Problem description —
Leave out any pictures and transcribe all other data below exactly.

BEGIN Data to process

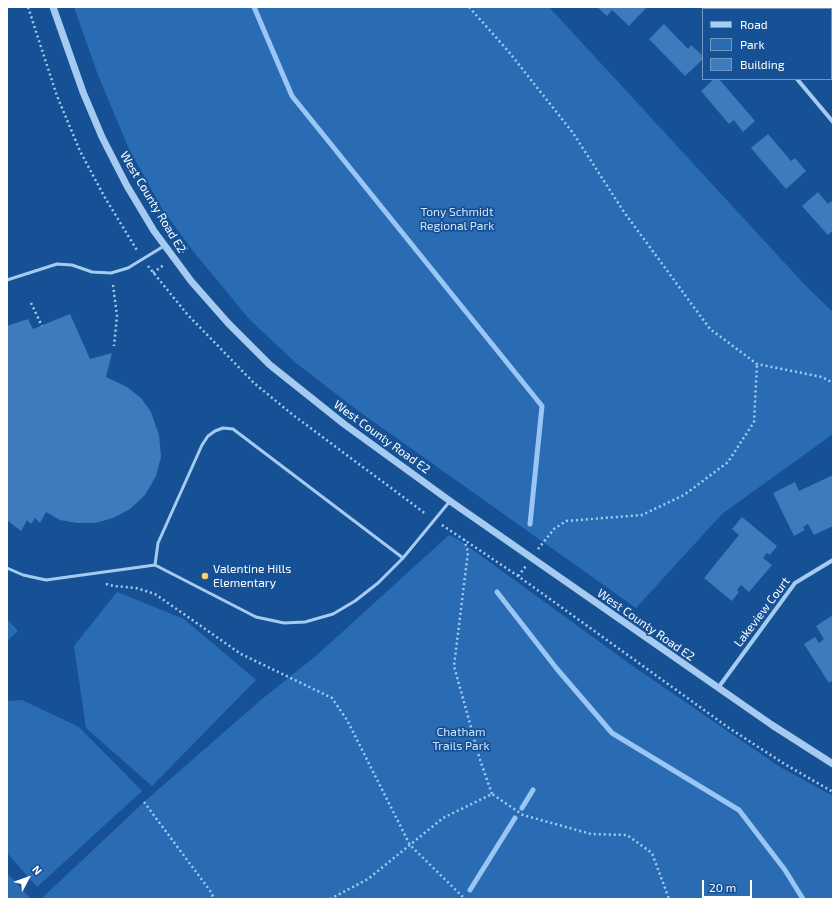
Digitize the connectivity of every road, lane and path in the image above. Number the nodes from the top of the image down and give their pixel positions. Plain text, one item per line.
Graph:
1 (28, 7) edge
2 (53, 7) edge
3 (469, 7) edge
4 (798, 80) edge
5 (833, 122) edge
6 (132, 242) dead end
7 (164, 246) junction
8 (153, 273) dead end
9 (7, 280) edge
10 (113, 285) dead end
11 (31, 303) dead end
12 (42, 326) dead end
13 (114, 346) dead end
14 (757, 364) junction
15 (833, 383) edge
16 (450, 501) junction
17 (416, 506) dead end
18 (451, 530) dead end
19 (464, 538) junction
20 (542, 543) dead end
21 (403, 558) junction
22 (833, 560) edge
23 (155, 564) junction
24 (7, 568) edge
25 (106, 584) dead end
26 (718, 688) junction
27 (833, 764) edge
28 (833, 792) edge
29 (492, 794) junction
30 (144, 802) dead end
31 (410, 845) junction
32 (214, 899) edge
33 (330, 899) edge
34 (465, 899) edge
35 (669, 899) edge

1 - 6 path
2 - 7 street, West County Road E2
3 - 14 path
4 - 5 street
7 - 9 lane
7 - 16 street, West County Road E2
8 - 17 path
10 - 13 path
11 - 12 path
14 - 15 path
14 - 20 path
16 - 21 lane
16 - 26 street, West County Road E2
18 - 19 path
19 - 28 path
19 - 29 path
21 - 23 lane
21 - 23 lane
22 - 26 street, Lakeview Court
23 - 24 lane
25 - 31 path
26 - 27 street, West County Road E2
29 - 31 path
29 - 35 path
30 - 32 path
31 - 33 path
31 - 34 path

END Data to process

Task answer —
Digitize the connectivity of every road, lane and path in the image above. Number the nodes from the top of the image down and give their pixel positions. Plain text, one item per line.
Graph:
1 (28, 7) edge
2 (53, 7) edge
3 (469, 7) edge
4 (798, 80) edge
5 (833, 122) edge
6 (132, 242) dead end
7 (164, 246) junction
8 (153, 273) dead end
9 (7, 280) edge
10 (113, 285) dead end
11 (31, 303) dead end
12 (42, 326) dead end
13 (114, 346) dead end
14 (757, 364) junction
15 (833, 383) edge
16 (450, 501) junction
17 (416, 506) dead end
18 (451, 530) dead end
19 (464, 538) junction
20 (542, 543) dead end
21 (403, 558) junction
22 (833, 560) edge
23 (155, 564) junction
24 (7, 568) edge
25 (106, 584) dead end
26 (718, 688) junction
27 (833, 764) edge
28 (833, 792) edge
29 (492, 794) junction
30 (144, 802) dead end
31 (410, 845) junction
32 (214, 899) edge
33 (330, 899) edge
34 (465, 899) edge
35 (669, 899) edge

1 - 6 path
2 - 7 street, West County Road E2
3 - 14 path
4 - 5 street
7 - 9 lane
7 - 16 street, West County Road E2
8 - 17 path
10 - 13 path
11 - 12 path
14 - 15 path
14 - 20 path
16 - 21 lane
16 - 26 street, West County Road E2
18 - 19 path
19 - 28 path
19 - 29 path
21 - 23 lane
21 - 23 lane
22 - 26 street, Lakeview Court
23 - 24 lane
25 - 31 path
26 - 27 street, West County Road E2
29 - 31 path
29 - 35 path
30 - 32 path
31 - 33 path
31 - 34 path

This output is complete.